Glaze and Nightshade are free. Art Vault costs money. And money changes incentives. Art Vault must keep functioning because artists are paying. That's both good (steady development) and risky (what if the company fails?). The University of Chicago tools don't have that vulnerability. But they also don't have the same incentive to update as extraction techniques evolve.
These limitations are real. They're not reasons to avoid any particular tool. They're reasons to understand which trade-offs you're making with each choice.
What each protects against
Glaze protects against style extraction. Nightshade poisons concept learning. Art Vault layers multiple perturbation types and adds provenance. No single tool protects against everything. But together, they create overlapping defences that are harder to circumvent than any one alone.

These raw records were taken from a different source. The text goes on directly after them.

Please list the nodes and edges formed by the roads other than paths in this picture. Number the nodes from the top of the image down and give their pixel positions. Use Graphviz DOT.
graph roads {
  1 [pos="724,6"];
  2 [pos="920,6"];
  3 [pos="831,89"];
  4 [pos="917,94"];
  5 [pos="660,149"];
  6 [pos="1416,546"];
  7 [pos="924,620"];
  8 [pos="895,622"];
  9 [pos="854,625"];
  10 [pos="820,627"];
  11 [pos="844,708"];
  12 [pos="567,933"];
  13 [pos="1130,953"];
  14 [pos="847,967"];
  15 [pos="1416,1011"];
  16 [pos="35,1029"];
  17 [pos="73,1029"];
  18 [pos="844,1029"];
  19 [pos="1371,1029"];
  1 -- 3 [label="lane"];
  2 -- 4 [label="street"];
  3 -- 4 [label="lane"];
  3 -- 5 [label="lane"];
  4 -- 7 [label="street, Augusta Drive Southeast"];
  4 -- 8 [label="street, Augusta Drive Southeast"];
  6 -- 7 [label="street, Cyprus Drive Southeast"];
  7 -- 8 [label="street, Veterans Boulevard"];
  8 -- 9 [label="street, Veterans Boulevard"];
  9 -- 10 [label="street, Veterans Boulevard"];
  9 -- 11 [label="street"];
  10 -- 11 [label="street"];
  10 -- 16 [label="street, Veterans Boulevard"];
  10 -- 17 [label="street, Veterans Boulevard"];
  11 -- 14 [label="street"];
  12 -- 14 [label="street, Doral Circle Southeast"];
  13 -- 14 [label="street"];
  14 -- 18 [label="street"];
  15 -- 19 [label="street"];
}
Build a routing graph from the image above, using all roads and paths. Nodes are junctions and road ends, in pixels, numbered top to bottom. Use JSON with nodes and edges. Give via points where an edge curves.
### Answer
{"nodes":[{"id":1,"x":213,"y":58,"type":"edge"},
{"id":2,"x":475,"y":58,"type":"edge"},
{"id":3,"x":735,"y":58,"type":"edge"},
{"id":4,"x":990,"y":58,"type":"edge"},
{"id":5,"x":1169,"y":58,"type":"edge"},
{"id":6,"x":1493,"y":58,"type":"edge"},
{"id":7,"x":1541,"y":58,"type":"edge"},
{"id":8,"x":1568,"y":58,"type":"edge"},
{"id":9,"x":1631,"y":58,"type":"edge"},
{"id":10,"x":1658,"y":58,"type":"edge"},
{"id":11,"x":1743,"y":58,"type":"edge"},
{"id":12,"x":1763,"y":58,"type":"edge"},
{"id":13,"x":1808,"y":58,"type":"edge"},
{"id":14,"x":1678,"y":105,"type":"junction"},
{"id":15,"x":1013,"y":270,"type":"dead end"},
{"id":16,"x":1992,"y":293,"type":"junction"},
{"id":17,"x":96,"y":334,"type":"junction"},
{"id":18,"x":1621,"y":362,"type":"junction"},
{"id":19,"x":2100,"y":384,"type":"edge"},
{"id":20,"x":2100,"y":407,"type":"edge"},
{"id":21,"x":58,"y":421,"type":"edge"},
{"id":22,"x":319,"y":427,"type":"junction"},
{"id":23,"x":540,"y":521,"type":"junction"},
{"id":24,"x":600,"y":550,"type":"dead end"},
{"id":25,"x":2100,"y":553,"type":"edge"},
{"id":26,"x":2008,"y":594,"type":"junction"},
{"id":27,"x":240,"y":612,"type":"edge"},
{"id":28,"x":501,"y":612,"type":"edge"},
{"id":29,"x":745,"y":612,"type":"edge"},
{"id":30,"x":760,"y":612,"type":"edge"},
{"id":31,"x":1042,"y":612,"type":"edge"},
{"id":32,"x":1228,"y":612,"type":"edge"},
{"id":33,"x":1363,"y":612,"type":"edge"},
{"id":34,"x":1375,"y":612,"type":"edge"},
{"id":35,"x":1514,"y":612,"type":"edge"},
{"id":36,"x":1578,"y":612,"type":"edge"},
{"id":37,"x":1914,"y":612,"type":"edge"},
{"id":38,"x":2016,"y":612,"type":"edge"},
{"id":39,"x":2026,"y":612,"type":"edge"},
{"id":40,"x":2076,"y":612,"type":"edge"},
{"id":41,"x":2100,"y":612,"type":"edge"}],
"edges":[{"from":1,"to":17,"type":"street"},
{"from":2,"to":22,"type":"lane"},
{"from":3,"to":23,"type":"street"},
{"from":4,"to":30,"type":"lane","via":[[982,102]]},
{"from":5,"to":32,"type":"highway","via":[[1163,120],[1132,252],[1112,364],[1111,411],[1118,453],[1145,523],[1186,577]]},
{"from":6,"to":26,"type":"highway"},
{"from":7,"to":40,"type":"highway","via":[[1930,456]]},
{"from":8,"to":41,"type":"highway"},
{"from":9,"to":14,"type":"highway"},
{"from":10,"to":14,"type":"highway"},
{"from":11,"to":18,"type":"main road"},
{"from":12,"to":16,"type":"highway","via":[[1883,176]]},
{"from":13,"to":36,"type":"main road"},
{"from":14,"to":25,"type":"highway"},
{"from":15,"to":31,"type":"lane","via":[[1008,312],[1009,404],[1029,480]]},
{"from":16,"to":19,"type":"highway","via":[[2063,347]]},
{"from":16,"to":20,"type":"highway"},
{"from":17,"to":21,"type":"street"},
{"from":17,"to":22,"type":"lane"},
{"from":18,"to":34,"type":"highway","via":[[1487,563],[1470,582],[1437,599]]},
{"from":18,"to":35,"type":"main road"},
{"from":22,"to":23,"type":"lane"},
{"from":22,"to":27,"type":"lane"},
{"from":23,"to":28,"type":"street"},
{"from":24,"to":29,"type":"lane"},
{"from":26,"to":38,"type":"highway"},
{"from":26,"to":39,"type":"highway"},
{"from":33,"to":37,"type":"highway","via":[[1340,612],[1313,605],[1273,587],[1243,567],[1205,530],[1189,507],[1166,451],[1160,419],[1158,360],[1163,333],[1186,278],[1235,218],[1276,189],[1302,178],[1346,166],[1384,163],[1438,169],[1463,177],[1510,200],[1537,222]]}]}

The workflow that makes sense is: Glaze locally first (style protection, free). Then Nightshade locally (concept poisoning, free). Then Art Vault cloud (multi-layer plus provenance, subscription). Each layer adds friction. Each layer targets different architectural vulnerabilities. Each layer builds redundancy.
The ecosystem perspective
What matters isn't which tool wins. It's how many artists use protection tools. If 5% of artists use Glaze and Nightshade, the extraction problem barely changes. Bad actors just train on unprotected data. But if 30% of artists use layered protection, the cost-benefit calculation shifts. Training datasets become less reliable. Quality degrades. The efficiency of unlimited free training data decreases.
This is why these tools are allies. Glaze makes style theft costly. Nightshade makes concept training risky. Art Vault makes future verification possible. Each contributes to the same ecosystem pressure: making artistic training data less attractive as a free resource.
The future that matters isn't one where any single tool is perfect. It's one where enough artists are protected that institutions begin requiring C2PA verification, style integrity checks, and poisoning detection as standard. That future requires proliferation across multiple tools, not perfection in one.
Making a choice
Start with both free tools if you want zero cost and maximum transparency. Both are available locally. Both are open source. Both are proven. Together they give you two independent defences.
Add Art Vault if you want automatic quarterly updates and cryptographic provenance. The provenance layer becomes more valuable over time as institutions adopt C2PA verification. The subscription cost is reasonable if you're building a long-term practice.
Don't think of this as choosing a winner. Think of this as building a defence stack. Each tool serves a purpose. Each tool is stronger when paired with the others. The artists who will fare best in the coming years won't be those who picked the perfect single tool. They'll be those who layered multiple independent defences and established provenance before anyone thought to ask.